TASK REQUIREMENTS: When you reach the line with "ring pip: (278, 258)" in the data below, begin printing lines exactly, and stop once the line with "index pip: (464, 119)" has been printed.

DATA UNDER STUDY:
- Opening Delimiter -
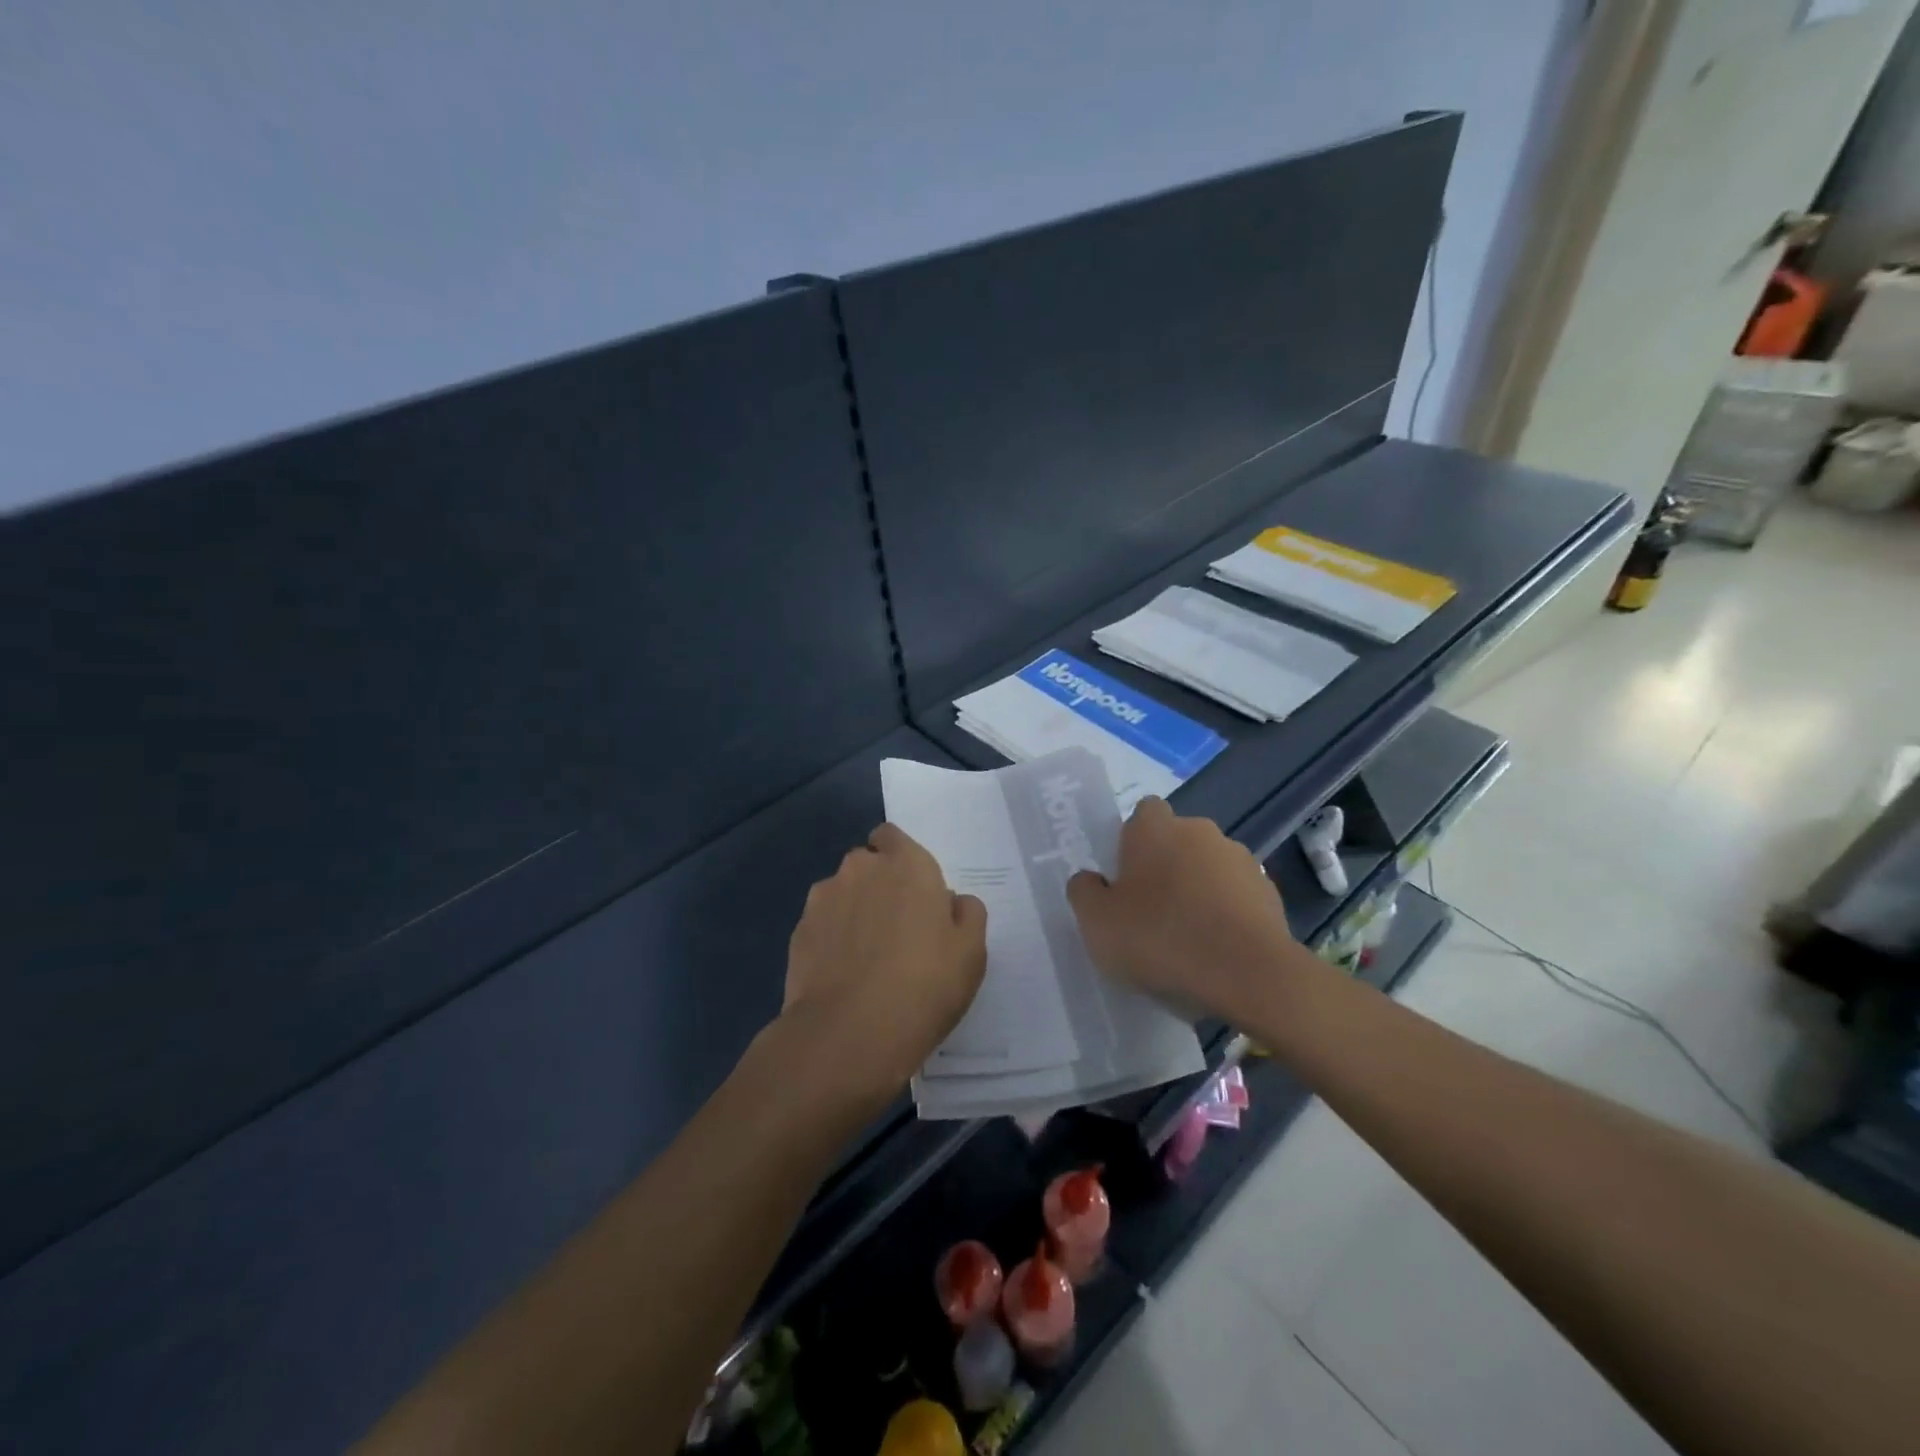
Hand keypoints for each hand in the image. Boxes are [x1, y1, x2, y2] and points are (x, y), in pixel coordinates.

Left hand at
- Closing Delimiter -
- Opening Delimiter -
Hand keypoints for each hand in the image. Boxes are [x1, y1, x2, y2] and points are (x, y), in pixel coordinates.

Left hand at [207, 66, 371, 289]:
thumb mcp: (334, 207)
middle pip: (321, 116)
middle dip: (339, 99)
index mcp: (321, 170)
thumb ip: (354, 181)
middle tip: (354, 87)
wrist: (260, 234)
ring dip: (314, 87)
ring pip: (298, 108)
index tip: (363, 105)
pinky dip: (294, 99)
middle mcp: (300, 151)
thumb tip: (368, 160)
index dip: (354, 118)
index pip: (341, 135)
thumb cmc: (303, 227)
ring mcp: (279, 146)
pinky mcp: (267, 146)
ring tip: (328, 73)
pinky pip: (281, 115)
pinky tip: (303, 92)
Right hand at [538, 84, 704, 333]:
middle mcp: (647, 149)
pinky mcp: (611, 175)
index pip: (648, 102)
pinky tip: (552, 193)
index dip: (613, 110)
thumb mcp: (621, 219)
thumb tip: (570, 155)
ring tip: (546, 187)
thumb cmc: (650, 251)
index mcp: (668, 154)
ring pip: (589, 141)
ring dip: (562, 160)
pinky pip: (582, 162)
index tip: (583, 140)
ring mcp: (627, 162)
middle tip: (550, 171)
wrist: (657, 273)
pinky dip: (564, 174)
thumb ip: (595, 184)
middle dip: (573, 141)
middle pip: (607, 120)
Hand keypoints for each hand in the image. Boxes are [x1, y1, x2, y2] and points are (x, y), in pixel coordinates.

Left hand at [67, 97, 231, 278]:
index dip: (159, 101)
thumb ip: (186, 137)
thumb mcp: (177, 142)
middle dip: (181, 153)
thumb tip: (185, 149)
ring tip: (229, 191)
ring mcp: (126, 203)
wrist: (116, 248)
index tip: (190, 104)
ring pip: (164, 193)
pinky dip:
- Closing Delimiter -
- Opening Delimiter -
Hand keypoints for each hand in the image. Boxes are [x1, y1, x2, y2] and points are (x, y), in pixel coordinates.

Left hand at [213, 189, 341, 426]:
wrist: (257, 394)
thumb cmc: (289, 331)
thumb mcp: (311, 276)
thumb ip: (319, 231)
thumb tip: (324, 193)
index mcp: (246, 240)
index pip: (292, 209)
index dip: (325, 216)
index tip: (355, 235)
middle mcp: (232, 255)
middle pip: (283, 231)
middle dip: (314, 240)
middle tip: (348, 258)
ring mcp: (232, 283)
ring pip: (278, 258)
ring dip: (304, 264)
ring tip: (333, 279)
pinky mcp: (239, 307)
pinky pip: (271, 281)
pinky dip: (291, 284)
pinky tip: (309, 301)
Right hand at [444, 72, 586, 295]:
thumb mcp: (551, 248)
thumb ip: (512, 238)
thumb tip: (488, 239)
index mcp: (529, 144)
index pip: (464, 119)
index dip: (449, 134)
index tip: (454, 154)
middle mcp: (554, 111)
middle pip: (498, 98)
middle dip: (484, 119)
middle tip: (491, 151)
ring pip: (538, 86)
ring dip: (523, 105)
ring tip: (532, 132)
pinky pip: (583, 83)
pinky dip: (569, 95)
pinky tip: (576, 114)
- Closing Delimiter -
SOLUTION TO THIS PROBLEM:
ring pip: (278, 258)
ring dip: (304, 264)
ring tip: (333, 279)
pinky mcp: (239, 307)
pinky pip: (271, 281)
pinky dip: (291, 284)
pinky tip: (309, 301)
Right hand at [444, 72, 586, 295]:
thumb mcp: (551, 248)
thumb ip: (512, 238)
thumb tip: (488, 239)
index mcp: (529, 144)
index pip: (464, 119)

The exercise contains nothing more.